57. Terancam

1.6K 126 2
                                    

AYANA POV

Gue merasa sangat beruntung karena hari ini gue berangkat siang ke kampus. Kalo nggak, sudah dipastikan gue bakal terlat karena gue baru saja bangun tidur. Dan tebak sekarang jam berapa? Pukul sepuluh pagi! Kalau saja saat ini gue tinggal bareng sama mama, sudah dipastikan bahwa gue sudah disemprot habis-habisan, lebih kejamnya mungkin saja mama bakal nyiram muka gue pakai air keran.

Gue mengumpulkan tenaga terlebih dahulu sebelum beranjak dari kasur. Entah kenapa pikiran gue tiba-tiba melayang pada kejadian semalam. Pipi gue seketika memanas membayangkan itu. Dan ketika gue menatap selimut yang masih membaluti tubuh gue, spontan saja gue mengerjapkan mata. Gue perlahan membuka selimut dan mengintip ke dalam.

Alamak!

Gue meringis pelan, sebelum akhirnya berdiri sembari melilitkan selimut ditubuh gue dan berjalan menuju lemari pakaian. Setelah itu, gue masuk ke kamar mandi untuk membersihkan tubuh, lalu keluar dari sana sepuluh menit kemudian.

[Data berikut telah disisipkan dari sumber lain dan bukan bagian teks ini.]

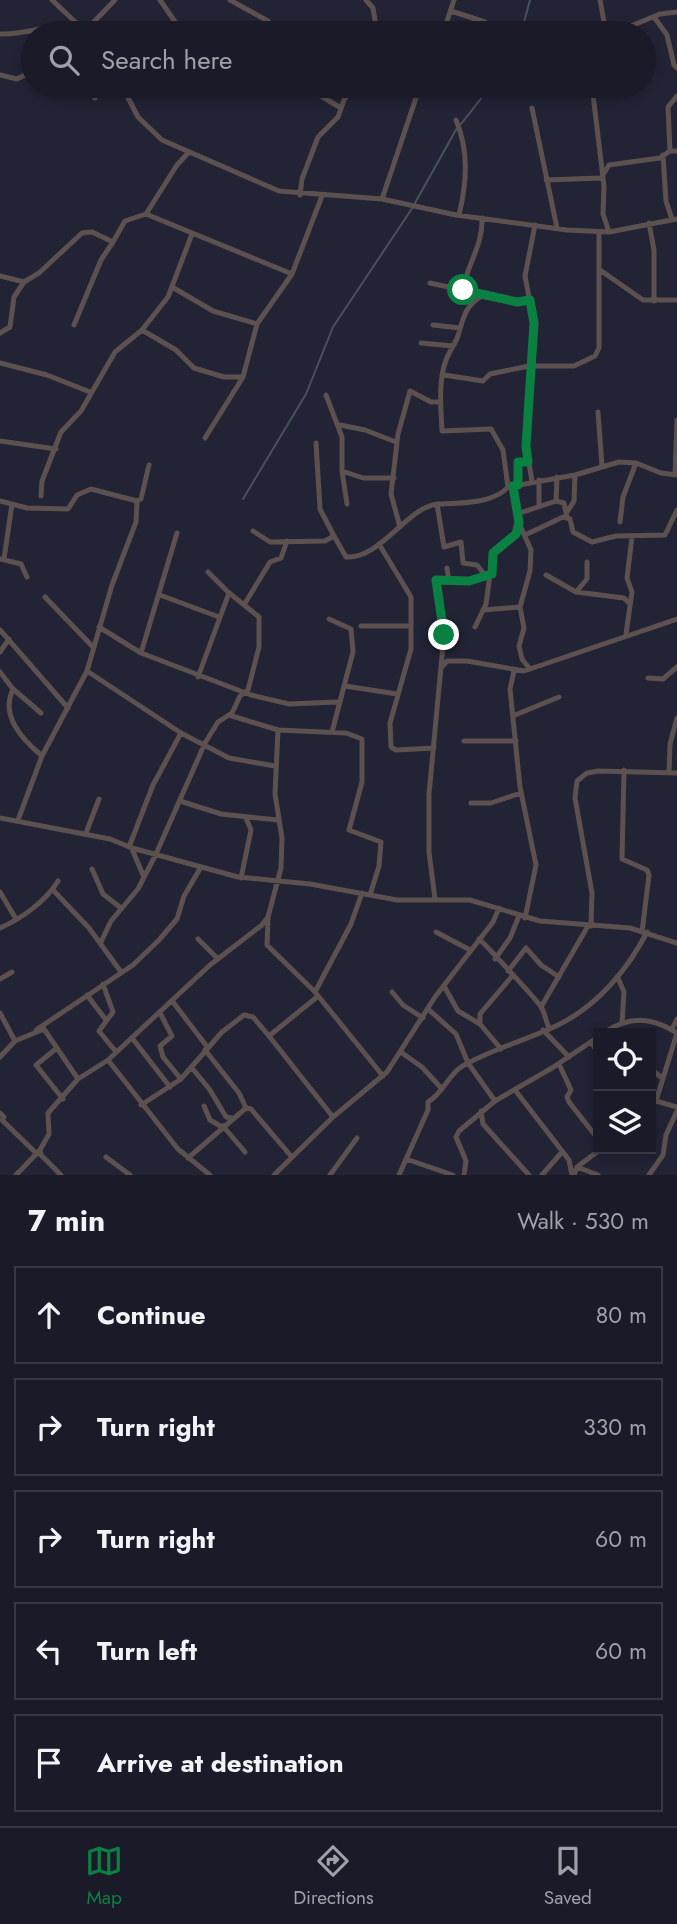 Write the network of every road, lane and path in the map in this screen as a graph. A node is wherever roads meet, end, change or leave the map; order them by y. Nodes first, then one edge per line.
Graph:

Kembali gue duduk di kasur kamar untuk menyisir rambut, sebelum tiba-tiba saja sesuatu menarik perhatian gue. Diatas nakas, sebuah post note berwarna kuning langsung gue sambar. Gue menatap benda itu, ada tulisan tangan di sana. Dan gue pun akhirnya membaca tulisan itu.

Ayana, mas Pandu udah nyiapin sarapan buat Ayana di dapur. Mas pergi kerja dulu, Ayana tidurnya nyenyak banget, mas Pandu nggak enak mau bangunin pagi-pagi. Lagian Ayana juga kuliah siang, kan?

Nanti berangkatnya hati-hati ya. Ketemu nanti sore, i love you my little wife.

You husband, Pandu.

Senyuman gue dengan cepat mengembang membaca tulisan tangan mas Pandu. Suatu keberuntungan yang sangat gue syukuri mempunyai suami penyayang dan baik hati seperti mas Pandu. Dan gue sangat merasa aman apabila dekat dengannya.

Apa yang mama katakan memang benar adanya, bahwa mas Pandu adalah pria baik-baik yang akan selalu menyayangi gue. Memikirkannya membuat gue berpikir lagi. Benar, tidak ada orang tua yang mau anaknya tidak bahagia.

Mama, tiba-tiba gue ngerasa kangen banget. Udah berapa lama ya gue nggak ketemu mama? Gue nggak tau waktu lamanya berapa, tapi yang pasti gue ngerasa udah lama banget. Belum lagi gue juga jarang nelpon mama. Benar-benar nggak patut dicontoh gue ini.

"Mama lagi apa ya?" Gue bergumam pelan. Mungkin mama lagi di tempat butik. "Nelpon mama aja kali ya?"

Dikarenakan gue masih punya waktu cukup banyak sebelum berangkat ke kampus, belum juga perut gue merasa lapar, gue pun mencari keberadaan ponsel gue. Tapi sayang, setelah benda pipih itu ketemu dan gue nyalakan, baterainya rupanya sekarat.

"Ada-ada aja!" omel gue pelan. Akhirnya, gue memilih untuk mengurungkan niat menelepon mama. Gue perlu mengisi daya ponsel gue terlebih dahulu.

Selanjutnya, pilihan gue adalah keluar dari kamar. Berjalan pelan menuju dapur dan makan makanan masakan mas Pandu, yang jujur aja selalu bikin lidah gue terasa dimanjakan.

Masih ada waktu satu jam lebih. Selesai makan, gue diserang oleh rasa bosan. Gue pun akhirnya memilih berjalan menuju ruang keluarga, di mana ada televisi di sana. Sebenarnya, di kamar pun ada, tapi gue malas naik ke atas.

Ting tong!

Sebelum gue sempat mendaratkan bokoong gue di sofa, bunyi bel pintu membuat gue menolehkan kepala. Gue mengurungkan niat untuk duduk.